My other beef with this stereotype is that any artist or other type of creative person who is serious about what they’re doing will have their things organized in a way that suits their work style, whether it’s surrounded by tools and inspiration, or with only the bare minimum necessary to create without any other distractions.
I happen to be the latter – the type that can’t work with a messy desk. In fact, I can’t work with a messy house. If I’m going to sit down and write, I can’t be distracted by the laundry calling me over to fold it, or the dishes calling me into the kitchen to wash them. The easiest way for me not to spend all my time cleaning but to spend more of it creating is to streamline my stuff. Less stuff means less clutter, which, in turn, means fewer distractions.
That old saw about a cluttered desk being the sign of a cluttered mind can have an ounce of truth to it.
So what if you lean more toward the stereotype than away from it? What if you do have a cluttered desk and a cluttered mind?
All is not lost. You are not doomed to a life of disorganization just because society expects you to be disorganized. After all, what artist or creative person ever succumbed to society’s dictates anyway?
No, there is hope that you can be somewhere in between the extremes of cluttered disorganization and my personal demon, excessive organizing to the point of not having any time left to create. Here are some ideas we can all try out to make space for our creative selves to shine through.
Streamline. We could all benefit from a little streamlining of our stuff, and not just our art or hobby supplies, but everything. For instance, even if you’re not looking at your closet, but you know you’ve got to figure out an outfit to wear to a wedding or meeting or whatever, and you’ve got a closet full of nothing to wear, that’s going to take away your focus from what you really want to be doing, and it’s going to interfere with your creating.
It really is worth it to spend the time and go through all your stuff. All of it. Every last little thing. The whole enchilada of your house. Keep the things you need, love or use, repair what needs fixing and donate or toss the rest. (Or maybe make it into something. You’re creative, right?)
Toss your tools. Gasp! I know. Sacrilege, right? But if you think about it, and unless you’re already a minimalist, you probably have a lot of accoutrements that go with your chosen creative outlet. Maybe too many camera lenses.
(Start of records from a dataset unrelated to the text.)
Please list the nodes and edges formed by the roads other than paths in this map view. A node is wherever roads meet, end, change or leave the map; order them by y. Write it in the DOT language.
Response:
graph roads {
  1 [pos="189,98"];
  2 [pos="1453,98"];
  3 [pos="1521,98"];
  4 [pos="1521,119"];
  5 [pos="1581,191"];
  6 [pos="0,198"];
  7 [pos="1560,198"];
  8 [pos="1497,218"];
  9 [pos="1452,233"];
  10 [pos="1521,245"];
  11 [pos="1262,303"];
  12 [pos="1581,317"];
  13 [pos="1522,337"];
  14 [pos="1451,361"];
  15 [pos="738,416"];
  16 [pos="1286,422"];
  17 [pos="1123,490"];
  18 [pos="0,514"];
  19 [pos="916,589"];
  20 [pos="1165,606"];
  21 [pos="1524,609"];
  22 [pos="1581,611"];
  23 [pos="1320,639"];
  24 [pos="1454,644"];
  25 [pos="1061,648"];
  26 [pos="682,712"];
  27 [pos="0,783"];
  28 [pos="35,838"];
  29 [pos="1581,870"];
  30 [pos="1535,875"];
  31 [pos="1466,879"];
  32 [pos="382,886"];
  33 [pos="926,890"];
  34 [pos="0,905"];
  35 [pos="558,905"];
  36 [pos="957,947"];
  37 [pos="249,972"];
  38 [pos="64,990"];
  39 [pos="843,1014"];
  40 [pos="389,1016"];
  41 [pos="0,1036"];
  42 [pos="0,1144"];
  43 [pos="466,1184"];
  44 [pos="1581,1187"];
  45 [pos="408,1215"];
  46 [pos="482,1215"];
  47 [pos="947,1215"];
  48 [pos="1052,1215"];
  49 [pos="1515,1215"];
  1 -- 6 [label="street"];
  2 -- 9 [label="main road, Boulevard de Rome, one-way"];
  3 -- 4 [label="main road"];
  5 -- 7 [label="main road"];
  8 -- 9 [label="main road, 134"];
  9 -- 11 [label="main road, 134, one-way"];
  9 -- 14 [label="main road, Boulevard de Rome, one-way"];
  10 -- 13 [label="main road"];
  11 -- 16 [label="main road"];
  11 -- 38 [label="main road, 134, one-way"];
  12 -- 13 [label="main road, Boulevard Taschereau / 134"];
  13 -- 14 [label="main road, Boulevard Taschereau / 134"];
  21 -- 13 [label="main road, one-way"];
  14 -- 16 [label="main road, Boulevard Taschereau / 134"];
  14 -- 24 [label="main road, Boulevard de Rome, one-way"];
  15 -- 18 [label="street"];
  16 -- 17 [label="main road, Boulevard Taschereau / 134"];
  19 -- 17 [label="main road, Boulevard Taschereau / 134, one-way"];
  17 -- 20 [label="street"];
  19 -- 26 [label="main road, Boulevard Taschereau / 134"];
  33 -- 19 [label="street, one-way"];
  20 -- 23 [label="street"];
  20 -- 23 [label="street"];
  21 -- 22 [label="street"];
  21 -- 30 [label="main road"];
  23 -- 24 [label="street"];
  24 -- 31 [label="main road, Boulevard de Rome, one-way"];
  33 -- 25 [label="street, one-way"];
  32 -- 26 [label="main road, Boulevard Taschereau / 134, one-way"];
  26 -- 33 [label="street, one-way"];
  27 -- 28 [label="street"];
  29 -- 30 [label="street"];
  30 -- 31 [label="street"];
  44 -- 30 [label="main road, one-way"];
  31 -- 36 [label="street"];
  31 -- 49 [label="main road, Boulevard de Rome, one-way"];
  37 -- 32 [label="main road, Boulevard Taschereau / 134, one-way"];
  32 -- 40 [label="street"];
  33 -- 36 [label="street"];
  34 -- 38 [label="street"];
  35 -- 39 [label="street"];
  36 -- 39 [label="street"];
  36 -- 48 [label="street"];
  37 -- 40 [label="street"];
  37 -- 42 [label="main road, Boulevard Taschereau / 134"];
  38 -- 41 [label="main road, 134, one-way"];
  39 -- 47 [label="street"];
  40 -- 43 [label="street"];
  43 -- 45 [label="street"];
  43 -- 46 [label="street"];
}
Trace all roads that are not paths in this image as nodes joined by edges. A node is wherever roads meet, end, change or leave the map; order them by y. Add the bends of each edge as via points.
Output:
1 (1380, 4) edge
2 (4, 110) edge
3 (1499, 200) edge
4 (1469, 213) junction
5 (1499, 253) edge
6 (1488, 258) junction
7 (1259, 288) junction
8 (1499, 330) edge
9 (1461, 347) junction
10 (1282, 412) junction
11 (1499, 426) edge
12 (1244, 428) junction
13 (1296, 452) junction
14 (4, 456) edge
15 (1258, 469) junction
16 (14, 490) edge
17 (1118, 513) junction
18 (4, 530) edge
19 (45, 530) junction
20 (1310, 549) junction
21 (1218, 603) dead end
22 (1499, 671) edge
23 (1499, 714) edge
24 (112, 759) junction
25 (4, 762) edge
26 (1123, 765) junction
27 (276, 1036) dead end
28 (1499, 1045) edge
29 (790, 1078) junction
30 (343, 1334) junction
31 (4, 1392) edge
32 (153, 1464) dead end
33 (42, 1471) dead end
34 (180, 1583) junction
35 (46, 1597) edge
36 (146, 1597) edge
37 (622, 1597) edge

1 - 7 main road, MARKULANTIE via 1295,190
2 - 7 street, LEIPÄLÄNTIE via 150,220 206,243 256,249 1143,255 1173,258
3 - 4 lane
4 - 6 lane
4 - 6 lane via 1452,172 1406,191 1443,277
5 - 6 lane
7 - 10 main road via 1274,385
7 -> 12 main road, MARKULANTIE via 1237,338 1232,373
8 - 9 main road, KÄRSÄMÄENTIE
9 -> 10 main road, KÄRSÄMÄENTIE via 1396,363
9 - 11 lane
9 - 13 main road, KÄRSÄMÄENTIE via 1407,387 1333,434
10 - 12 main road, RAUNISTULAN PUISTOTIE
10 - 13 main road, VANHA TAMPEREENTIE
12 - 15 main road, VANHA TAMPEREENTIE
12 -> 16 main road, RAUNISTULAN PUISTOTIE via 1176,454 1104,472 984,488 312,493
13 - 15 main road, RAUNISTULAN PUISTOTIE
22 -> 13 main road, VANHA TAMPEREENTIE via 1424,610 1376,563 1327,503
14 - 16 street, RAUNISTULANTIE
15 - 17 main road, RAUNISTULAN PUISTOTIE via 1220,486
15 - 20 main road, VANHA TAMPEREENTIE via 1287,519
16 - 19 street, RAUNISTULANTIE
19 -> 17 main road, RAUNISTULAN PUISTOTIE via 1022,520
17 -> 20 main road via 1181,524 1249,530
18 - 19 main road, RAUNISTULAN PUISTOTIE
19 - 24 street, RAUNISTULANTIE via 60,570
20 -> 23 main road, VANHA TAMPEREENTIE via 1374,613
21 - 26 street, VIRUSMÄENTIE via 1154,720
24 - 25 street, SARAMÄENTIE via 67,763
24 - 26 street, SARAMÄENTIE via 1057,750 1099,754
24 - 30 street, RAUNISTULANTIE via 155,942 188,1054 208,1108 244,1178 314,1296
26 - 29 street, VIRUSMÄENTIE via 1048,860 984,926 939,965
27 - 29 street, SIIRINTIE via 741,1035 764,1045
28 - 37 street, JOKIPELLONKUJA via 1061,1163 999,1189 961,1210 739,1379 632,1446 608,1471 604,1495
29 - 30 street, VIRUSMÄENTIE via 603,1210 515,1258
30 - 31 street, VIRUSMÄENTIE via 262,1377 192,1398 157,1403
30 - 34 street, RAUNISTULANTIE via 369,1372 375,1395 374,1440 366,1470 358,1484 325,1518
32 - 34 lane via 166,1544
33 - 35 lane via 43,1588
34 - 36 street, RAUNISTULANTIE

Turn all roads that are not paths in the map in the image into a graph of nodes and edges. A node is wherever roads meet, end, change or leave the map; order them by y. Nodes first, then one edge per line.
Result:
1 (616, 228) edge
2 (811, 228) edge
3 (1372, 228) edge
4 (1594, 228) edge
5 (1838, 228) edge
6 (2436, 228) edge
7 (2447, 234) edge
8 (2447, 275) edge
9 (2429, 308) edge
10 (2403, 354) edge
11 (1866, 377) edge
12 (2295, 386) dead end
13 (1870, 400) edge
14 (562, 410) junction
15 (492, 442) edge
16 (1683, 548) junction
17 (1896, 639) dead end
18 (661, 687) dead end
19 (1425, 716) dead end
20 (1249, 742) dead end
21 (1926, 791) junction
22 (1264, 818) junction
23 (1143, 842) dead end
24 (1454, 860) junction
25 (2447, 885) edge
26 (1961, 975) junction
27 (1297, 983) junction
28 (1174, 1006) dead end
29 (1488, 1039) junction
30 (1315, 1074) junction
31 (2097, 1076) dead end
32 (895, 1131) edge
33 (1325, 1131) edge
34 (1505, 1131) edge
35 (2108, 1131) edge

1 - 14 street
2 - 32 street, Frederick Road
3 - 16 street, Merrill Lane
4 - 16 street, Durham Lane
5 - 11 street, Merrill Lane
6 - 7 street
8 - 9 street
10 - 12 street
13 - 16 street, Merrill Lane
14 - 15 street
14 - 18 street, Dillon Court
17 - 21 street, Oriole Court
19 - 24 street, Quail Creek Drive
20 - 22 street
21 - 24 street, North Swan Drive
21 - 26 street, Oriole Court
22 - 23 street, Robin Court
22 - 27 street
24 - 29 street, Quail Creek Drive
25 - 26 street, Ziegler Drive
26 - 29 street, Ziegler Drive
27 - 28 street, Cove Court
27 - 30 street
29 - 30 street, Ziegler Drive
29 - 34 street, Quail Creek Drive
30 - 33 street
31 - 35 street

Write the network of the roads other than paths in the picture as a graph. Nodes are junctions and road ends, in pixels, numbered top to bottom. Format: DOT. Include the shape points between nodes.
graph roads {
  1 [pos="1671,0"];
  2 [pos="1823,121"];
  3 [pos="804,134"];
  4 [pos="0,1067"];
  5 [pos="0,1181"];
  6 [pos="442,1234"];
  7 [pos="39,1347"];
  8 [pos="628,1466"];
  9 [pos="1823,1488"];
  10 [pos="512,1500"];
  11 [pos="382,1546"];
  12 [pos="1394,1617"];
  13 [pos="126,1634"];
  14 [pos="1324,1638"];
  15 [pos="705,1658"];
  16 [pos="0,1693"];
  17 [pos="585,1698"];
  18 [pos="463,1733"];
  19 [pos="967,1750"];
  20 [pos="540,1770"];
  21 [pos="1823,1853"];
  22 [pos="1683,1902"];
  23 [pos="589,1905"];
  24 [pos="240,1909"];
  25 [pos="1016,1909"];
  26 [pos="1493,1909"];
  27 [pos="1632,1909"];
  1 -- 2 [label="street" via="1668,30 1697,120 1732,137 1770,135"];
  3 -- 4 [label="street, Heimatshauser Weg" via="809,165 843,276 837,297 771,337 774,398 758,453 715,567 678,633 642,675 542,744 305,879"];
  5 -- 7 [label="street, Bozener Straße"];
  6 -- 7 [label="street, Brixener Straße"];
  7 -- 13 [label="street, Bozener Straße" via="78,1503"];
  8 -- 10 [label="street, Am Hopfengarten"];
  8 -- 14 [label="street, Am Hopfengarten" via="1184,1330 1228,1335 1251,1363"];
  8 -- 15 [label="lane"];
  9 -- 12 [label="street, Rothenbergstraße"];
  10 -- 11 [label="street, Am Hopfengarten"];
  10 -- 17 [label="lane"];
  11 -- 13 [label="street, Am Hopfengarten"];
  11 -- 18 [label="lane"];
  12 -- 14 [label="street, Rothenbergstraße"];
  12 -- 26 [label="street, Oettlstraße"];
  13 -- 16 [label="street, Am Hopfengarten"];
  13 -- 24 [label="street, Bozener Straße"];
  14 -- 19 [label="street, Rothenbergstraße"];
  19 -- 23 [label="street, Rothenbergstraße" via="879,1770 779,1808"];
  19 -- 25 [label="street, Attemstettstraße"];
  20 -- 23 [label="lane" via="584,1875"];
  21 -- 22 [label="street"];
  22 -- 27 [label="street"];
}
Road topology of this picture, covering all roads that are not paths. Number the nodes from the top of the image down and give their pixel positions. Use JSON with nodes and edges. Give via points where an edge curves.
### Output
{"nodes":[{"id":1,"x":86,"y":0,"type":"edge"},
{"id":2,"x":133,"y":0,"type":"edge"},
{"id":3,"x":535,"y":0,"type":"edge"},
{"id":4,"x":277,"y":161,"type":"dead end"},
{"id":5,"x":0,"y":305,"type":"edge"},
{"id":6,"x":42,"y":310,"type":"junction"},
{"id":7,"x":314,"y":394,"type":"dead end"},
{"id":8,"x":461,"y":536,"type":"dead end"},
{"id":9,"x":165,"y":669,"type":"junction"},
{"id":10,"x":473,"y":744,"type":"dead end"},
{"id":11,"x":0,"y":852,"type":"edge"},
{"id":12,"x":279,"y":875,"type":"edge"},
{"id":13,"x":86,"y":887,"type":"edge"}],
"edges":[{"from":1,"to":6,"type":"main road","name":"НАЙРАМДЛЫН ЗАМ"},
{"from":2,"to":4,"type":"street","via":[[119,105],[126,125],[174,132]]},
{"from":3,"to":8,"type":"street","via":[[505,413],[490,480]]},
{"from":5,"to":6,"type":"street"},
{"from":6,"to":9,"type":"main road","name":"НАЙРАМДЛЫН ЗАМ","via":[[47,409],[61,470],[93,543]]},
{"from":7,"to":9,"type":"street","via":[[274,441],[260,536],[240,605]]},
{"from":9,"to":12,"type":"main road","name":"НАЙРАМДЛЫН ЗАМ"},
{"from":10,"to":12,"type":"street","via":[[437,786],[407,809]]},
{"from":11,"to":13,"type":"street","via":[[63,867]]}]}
Too much yarn (guilty!). Way too many scrapbooking stickers. You’re probably thinking it might come in handy someday, but chances are if you’ve already been hanging onto it for a long time, that someday will never come, and right now it’s just taunting you for not coming up with a good, appropriate use for whatever it is. You show that thing. You donate it right now to someone who has an idea of how to use it.
See? Doesn’t that feel good?
I did this with yarn I kept moving from never-started project to never-started project, and you know what? I don’t even think about that yarn anymore. I did the same with many, many notebooks. Many. Now, I have only what I love and will use. Mostly. Maybe there’s a little work left to do.
Contain your inspiration. But… but … shouldn’t inspiration be wild and free? Strewn about where I will happen upon it while otherwise engaged, and I will smile because I will have gotten a fabulous new idea from seeing it?
No. No, it should not be all over the place. It should be right where it can inspire you, in the spot where you work or where you do your thinking, or wherever, but it should be ONE spot.
Collecting magazine clippings and ribbons and color swatches and patterns and leaves and all manner of inspiration can be a very important part of inspiration, but if it’s all over the place, chances are it will get buried under stuff or forgotten. The same if you put it in a shoebox under the bed or file it away in the back of a cabinet or leave it in a notebook you never go back throuhg. If you can’t see the inspiration, it can’t do its job of inspiring you.
So figure out how much space you have to devote to inspiration. It could be a corner of a room or a bulletin board above your desk. Whatever it is, keep it there, and keep it curated. If something no longer inspires you, replace it with the thing that’s inspiring you now.
After all, it’s about the work, not the clutter. Keep your space clear and current, and you’ll keep your work the same.
How do you keep the clutter around you from encroaching on your work?